Gliomatosis cerebri (GC) is a rare, extensively infiltrating glioma involving multiple contiguous lobes of the brain. This lethal disease affects all age groups, and the majority of patients have a poor outcome despite aggressive treatment. Despite its initial recognition in 1938, GC remains a controversial entity with little consensus in its definition, histology, or treatment. The majority of GC tumors are astrocytic, although mixed phenotypes have been identified. Treatment of GC is challenging as surgery is generally not an option due to the extensive areas of brain involved, the benefit of radiation therapy is unclear, and no chemotherapy has proven efficacy. Due to the rarity of the disease and its heterogeneity, both at histopathological and molecular levels, it is difficult to conduct clinical trials tailored for this diagnosis.

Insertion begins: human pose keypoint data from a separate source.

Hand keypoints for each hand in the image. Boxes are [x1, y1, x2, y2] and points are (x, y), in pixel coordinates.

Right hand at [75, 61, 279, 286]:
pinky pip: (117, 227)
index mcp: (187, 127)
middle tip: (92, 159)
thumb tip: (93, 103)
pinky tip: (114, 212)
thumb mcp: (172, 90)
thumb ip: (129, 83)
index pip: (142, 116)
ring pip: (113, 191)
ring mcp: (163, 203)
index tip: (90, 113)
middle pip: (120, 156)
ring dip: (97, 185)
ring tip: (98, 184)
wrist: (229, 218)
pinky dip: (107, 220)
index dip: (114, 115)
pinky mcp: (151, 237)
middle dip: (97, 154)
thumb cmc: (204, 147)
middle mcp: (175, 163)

This review summarizes our current knowledge, examines clinical studies focusing on the treatment of GC, highlights ongoing challenges, and discusses the recent molecular insights into adult and pediatric GC. We conclude that, although no longer recognized as a distinct pathological entity, GC represents a unique disease phenotype. Given the histologic and molecular overlap with other diffuse gliomas, the research emphasis should be on investigating its unique invasive biology.

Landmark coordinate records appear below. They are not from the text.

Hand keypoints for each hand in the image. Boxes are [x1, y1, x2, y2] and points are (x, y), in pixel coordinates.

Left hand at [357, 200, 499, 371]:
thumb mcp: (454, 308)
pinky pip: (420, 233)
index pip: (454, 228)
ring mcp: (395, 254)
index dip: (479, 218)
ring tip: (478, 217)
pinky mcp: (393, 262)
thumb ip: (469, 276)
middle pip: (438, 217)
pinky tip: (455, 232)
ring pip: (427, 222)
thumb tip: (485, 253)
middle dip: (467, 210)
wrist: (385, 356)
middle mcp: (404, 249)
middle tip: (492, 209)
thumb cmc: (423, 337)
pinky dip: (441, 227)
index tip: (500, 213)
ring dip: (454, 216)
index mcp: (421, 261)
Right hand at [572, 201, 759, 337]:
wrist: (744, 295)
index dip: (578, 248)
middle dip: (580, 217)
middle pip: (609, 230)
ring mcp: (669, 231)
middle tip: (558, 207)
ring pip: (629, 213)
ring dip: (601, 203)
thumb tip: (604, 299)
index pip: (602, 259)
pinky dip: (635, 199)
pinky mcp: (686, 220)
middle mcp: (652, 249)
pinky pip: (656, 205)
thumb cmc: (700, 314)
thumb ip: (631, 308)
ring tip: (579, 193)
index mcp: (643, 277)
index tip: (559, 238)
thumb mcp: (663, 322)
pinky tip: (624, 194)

Keywords: glioma; gliomatosis cerebri; primary gliomatosis cerebri; review; secondary gliomatosis cerebri.

Figure 1

Gliomatosis cerebri presenting in a 43-year-old man as a syncopal episode, insidious onset of slurred speech and left leg weakness. Pathology was consistent with IDH-wildtype anaplastic astrocytoma. (1A–1C) are FLAIR sequences demonstrating extensive abnormalities in the white matter of both cerebral hemispheres presenting as high signal intensity. There is also an involvement of midbrain and the right thalamus. The right temporal lobe shows more extensive abnormality as compared to the left temporal lobe. (2A–2C) are T1 sequences postcontrast and show no abnormal increased enhancement in the brain parenchyma or in the meninges.

Figure 2

This is a pathology slide of a World Health Organization (WHO) grade II astrocytoma manifesting as gliomatosis cerebri. The left-hand panel shows hematoxylin–eosin-stained section of cortical tissue with a slight increase in cellularity (objective ×2.5). The right-hand panel shows GFAP staining for astrocytic cells (objective ×40), demonstrating somewhat irregular, atypical positive-staining cells. Buis et al. (18) © The Author(s) 2011. Reproduced with permission of Springer.